From Cyclopentadiene to Isoxazoline-Carbocyclic Nucleosides; Synthesis of Highly Active Inhibitors of Influenza A Virus H1N1

The synthesis of isoxazolino-carbocyclic nornucleosides incorporating a quinoline moiety was tuned through nitrosocarbonyl intermediate chemistry, and a range of adenine analogues were attained through the linear construction of purine heterocyclic rings. The synthesis hinges on exo-selective 1,3-dipolar cycloaddition of quinolinenitrile oxide to the 2,3-oxazanorborn-5-enes and simple elaboration of the cycloadducts.

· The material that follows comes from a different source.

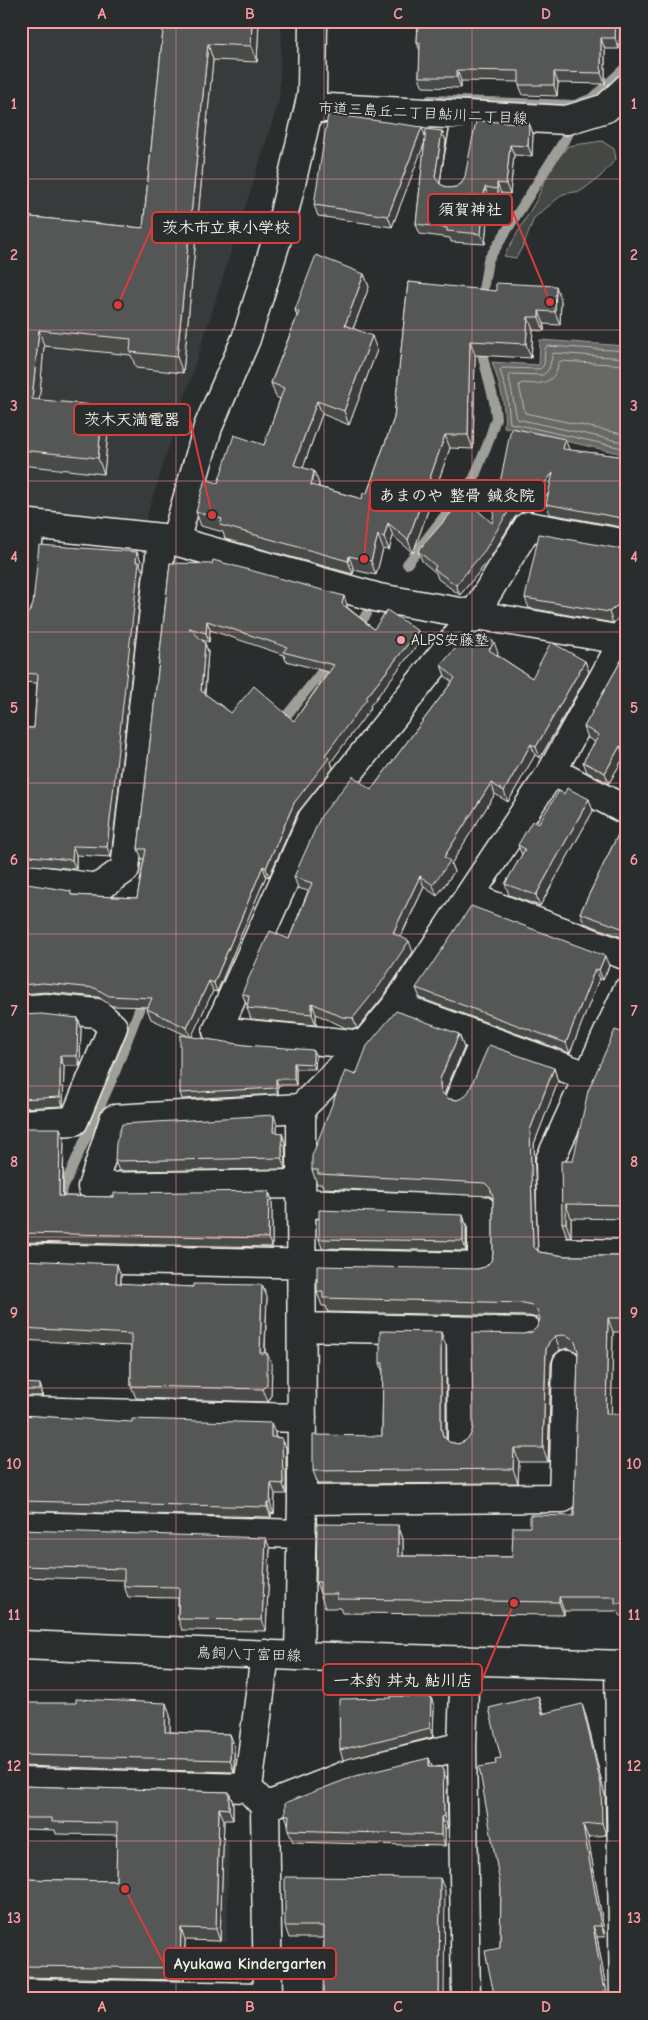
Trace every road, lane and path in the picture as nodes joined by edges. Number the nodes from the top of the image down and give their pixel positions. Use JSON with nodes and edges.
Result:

The nucleoside derivatives were initially tested for their inhibitory activity against a variety of viruses, including HBV, PTV and Flu A virus H1N1. High antiviral activities were found for compounds 22aA and 22bA in the case of Flu A H1N1. The synthesis of nornucleosides incorporating a quinoline moiety was tuned through the application of nitrosocarbonyl group chemistry. The synthesis hinges on exo-selective 1,3-dipolar cycloaddition of quinolinenitrile oxide to 2,3-oxazanorborn-5-enes and elaboration of the cycloadducts. The nucleosides were tested as inhibitors of a variety of viruses and some were found highly active against Flu A H1N1.